# Marriott Newport Coast Villas Resort



## kdorward (Nov 30, 2006)

I am trying to figure out the layout of the neport coast villas in reference to good views.  Would building 3300 have a good view.    I am trying to figure what area to request for out summer trip.   Are the lower number buildings better views or the higher numbers.    Does anyone have a layout of the resort for the buildings and amentities, I would appreciate it.   Thanks


----------



## Werner Weiss (Nov 30, 2006)

kdorward said:
			
		

> I am trying to figure out the layout of the neport coast villas in reference to good views.  Would building 3300 have a good view.    I am trying to figure what area to request for out summer trip.   Are the lower number buildings better views or the higher numbers.    Does anyone have a layout of the resort for the buildings and amentities, I would appreciate it.   Thanks


Most of the buildings at Marriott's Newport Coast Villas are 3 or 4 stories. They're built across a hillside at various elevations.  Generally,  the higher floors have better views because they have views over the roof of the next building below.
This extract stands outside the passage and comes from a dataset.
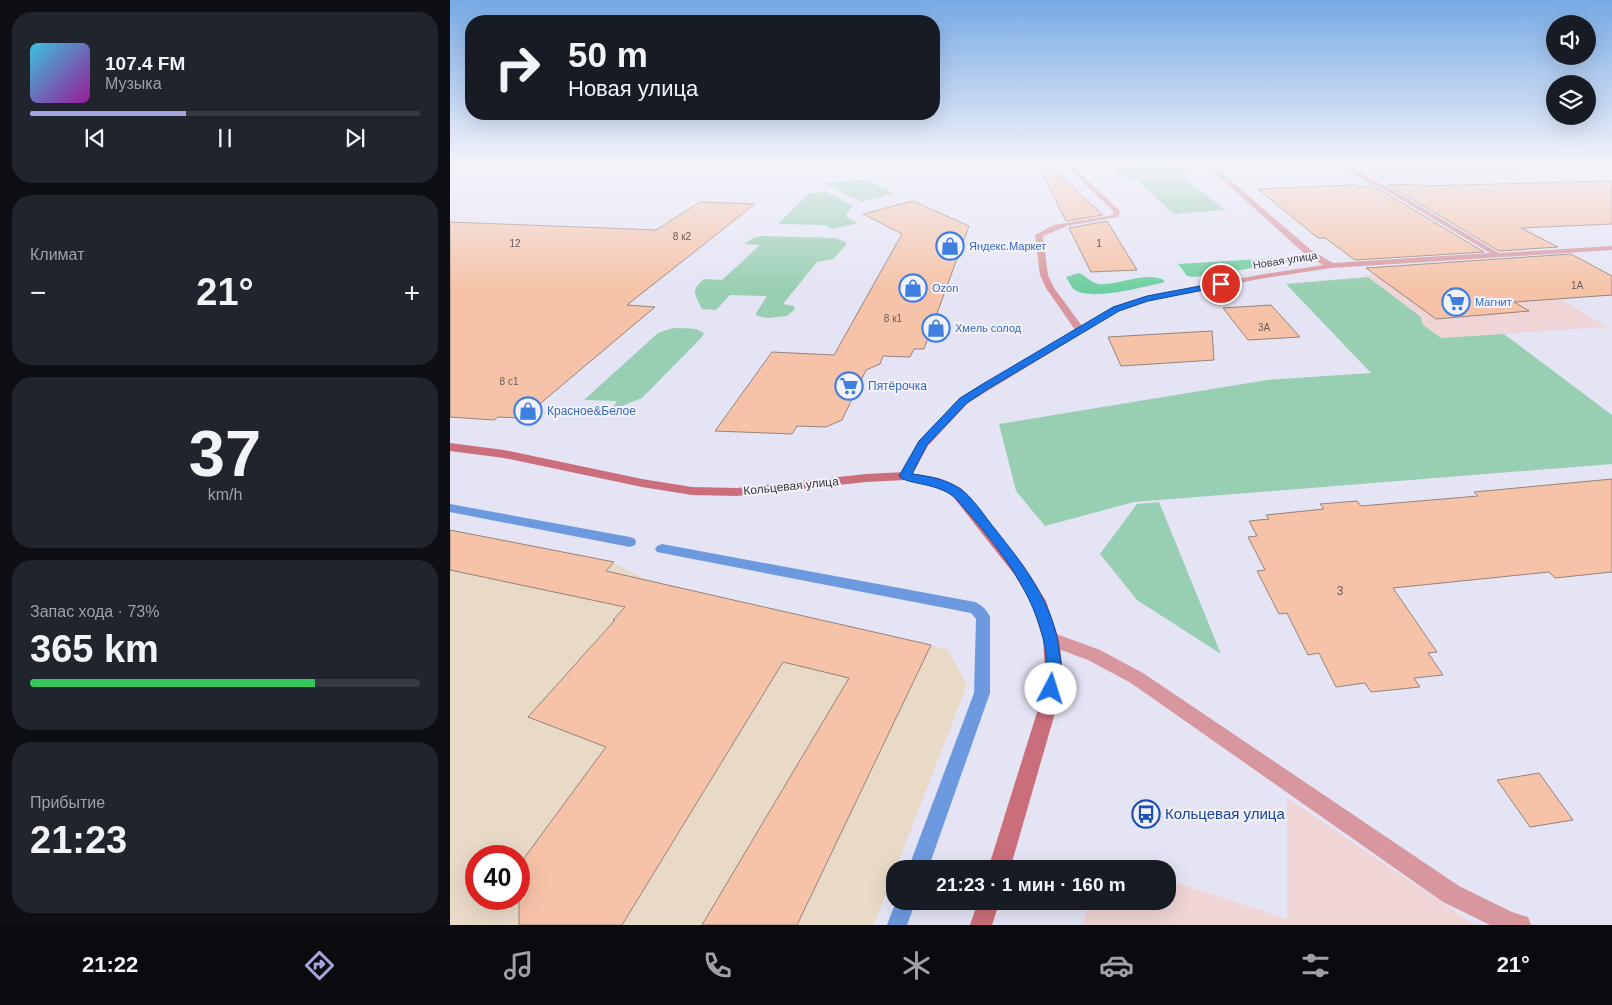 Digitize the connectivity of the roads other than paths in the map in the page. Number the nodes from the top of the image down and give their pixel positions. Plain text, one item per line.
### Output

My guess is that *everyone* requests a great ocean view, or a specific building with a great ocean view.  Unfortunately, there's only one room category, but the quality of the views ranges from chain-link fence views to magnificent 180° ocean views.  In the summer, the best views go to mega-multiple-week owners, who are staying for the whole summer.  Other owners are supposed to get a priority too, but may wind up with partial ocean views rather than full ocean views.  Most exchange guests are likely to get rooms with not even a sliver of ocean view.

I'm a two-week NCV owner.  When we checked in for our two-week stay this past summer, we ended up settling for a room with a partial ocean view.  It's a long story, but the point is we were not assigned a desirable location, even though we were multiple-week NCV owners staying multiple weeks.  We could have moved to a better room after one week, but we didn't want to move.

It doesn't hurt to ask for an ocean view, but any exchange guest needs to have realistic expectations.  It's better to be delighted if you get a reasonably nice view than to be disappointed because you didn't get a great view. 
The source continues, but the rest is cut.